IMG_0635

J'écris essentiellement à l'ordinateur. 

Je sais, il y a une nostalgie à écrire sur papier. Le son du crayon ou du stylo sur la page. L'odeur si caractéristique. La beauté du geste... Mais que voulez-vous? J'écris bien plus rapidement au clavier qu'à la main. Ma pensée est presque rattrappée par mes doigts. Quand le flot est présent, que je suis habitée par l'inspiration, que l'influx ne fait que passer à travers moi pour se déverser immédiatement en mots, eh bien, c'est à l'ordinateur que ça se passe.

Mais il y a mes carnets.

Car je ne suis pas constamment devant un ordinateur. Et pour être certaine de ne jamais être en panne pour écrire, je traîne toujours un carnet et des crayons dans le fond de ma sacoche, mon sac ou ma poche. 

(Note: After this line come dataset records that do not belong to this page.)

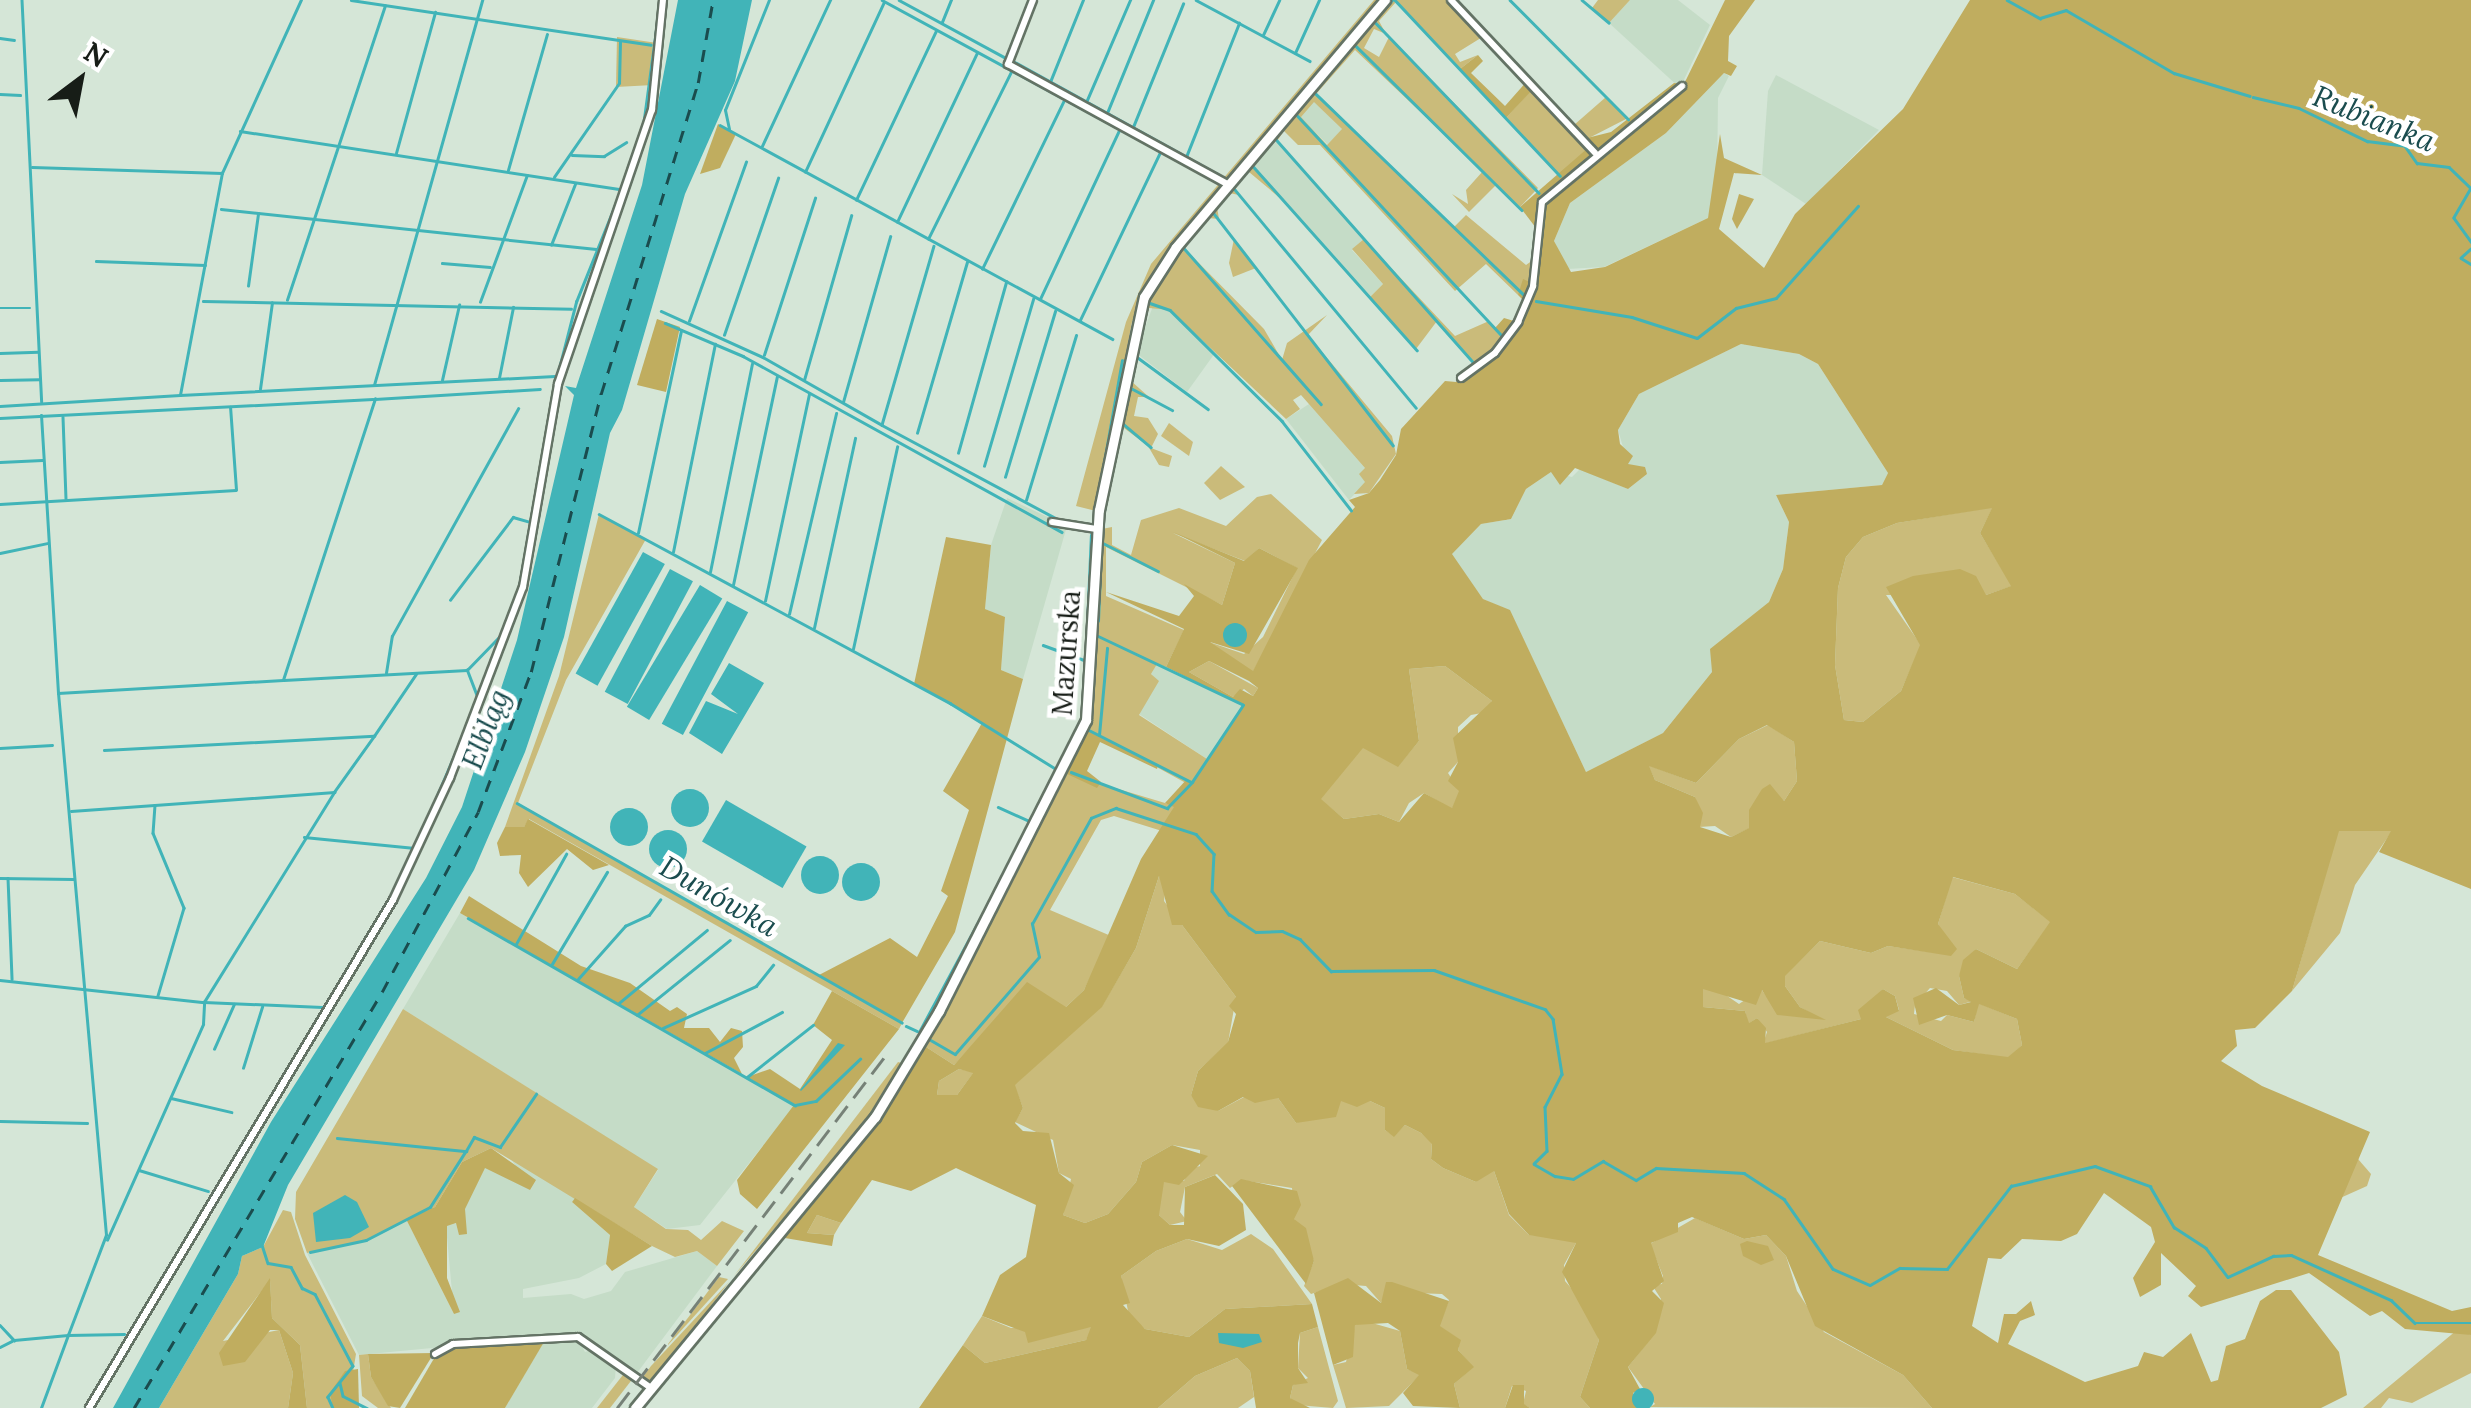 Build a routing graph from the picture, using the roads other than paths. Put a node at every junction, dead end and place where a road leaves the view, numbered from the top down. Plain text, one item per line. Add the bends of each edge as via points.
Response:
1 (664, 0) edge
2 (1033, 0) edge
3 (1385, 0) edge
4 (1451, 0) edge
5 (1682, 86) dead end
6 (1595, 152) junction
7 (1227, 184) junction
8 (1461, 378) dead end
9 (1052, 522) dead end
10 (1096, 529) junction
11 (435, 1354) dead end
12 (651, 1388) junction
13 (88, 1408) edge
14 (635, 1408) edge

1 - 13 street via 652,110 558,384 523,587 450,778 393,900
2 - 7 street via 1008,64
3 - 7 main road, Mazurska
4 - 6 street
5 - 6 street
6 - 8 street via 1539,207 1533,286 1512,334
7 - 10 main road, Mazurska via 1161,266 1140,305
9 - 10 street
10 - 12 main road, Mazurska via 1086,720 1025,846 882,1107
11 - 12 street via 453,1344 578,1336
12 - 14 main road, Mazurska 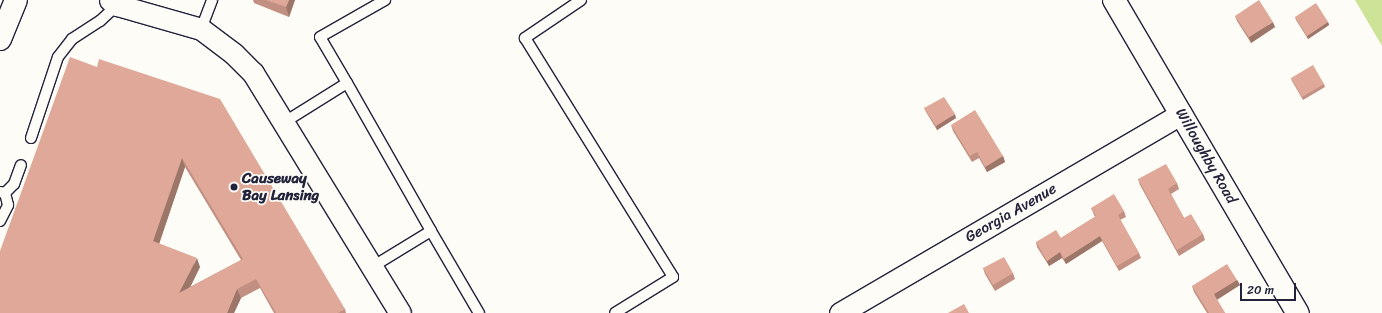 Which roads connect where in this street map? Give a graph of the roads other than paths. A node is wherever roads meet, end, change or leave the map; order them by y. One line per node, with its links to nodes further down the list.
1 (16, 0): 8 (street)
2 (212, 0): 7 (lane)
3 (385, 0): 9 (lane)
4 (582, 0): 20 (lane)
5 (1114, 0): 10 (street, Willoughby Road)
6 (113, 2): 7 (street); 12 (lane)
7 (201, 29): 11 (street)
8 (0, 39)
9 (347, 83): 11 (lane); 16 (lane)
10 (1181, 114): 21 (street, Georgia Avenue); 22 (street, Willoughby Road)
11 (283, 123): 17 (street)
12 (31, 138)
13 (21, 165): 14 (lane)
14 (3, 193): 15 (lane)
15 (0, 221)
16 (431, 231): 17 (lane); 19 (lane)
17 (372, 268): 18 (street)
18 (400, 313)
19 (479, 313)
20 (615, 313)
21 (840, 313)
22 (1298, 313)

Ces carnets sont intemporels. Ouverts ici et là, on y trouve des pensées. Listes de choses à faire, numéros de téléphone. Réflexion. Dessins. Idées de romans, aussi. Ou récit d'événements, bribes de journaux intimes. Extraits de lecture. Je ne date pas toujours ces griffonnages et comme je ne respecte pas l'ordre logique des pages, il est parfois difficile de replacer ces écrits dans le temps. Mais ce n'est pas si important.

Je ressens toujours de la fascination à me relire. À entendre bruisser les feuilles de ces petits cahiers qui ont fini par gondoler, se détacher. Mon écriture est parfois difficile à déchiffrer, mais je retrouve l'esprit dans lequel j'étais pour écrire telle ou telle chose. 

Quand je feuillette mes carnets, je tombe dans une douce transe. Une rêverie. Mes pensées défilent, éparses. Désordonnées et pourtant claires et vives. Je relis ici et là les notes de ce qui est devenu Enthéos. Je retrouve des filons oubliés pour des romans, des sujets d'articles, de billets pour mes blogues. Je poursuis des réflexions interrompues.

J'ai souri tout à l'heure en lisant un scénario pour un roman qui n'a pas encore été ébauché. Mes deux personnages principaux, leurs couleurs, leur personnalité, leur quête. L'idée centrale de l'histoire, quelques rebondissements. Ce livre verra-t-il le jour? Je n'en sais rien. 

Mais dans le soleil oblique d'un après-midi de septembre, je savoure le plaisir de parcourir ces carnets. Et leur fouilli bigarré me ramène sur les chemins de l'écriture.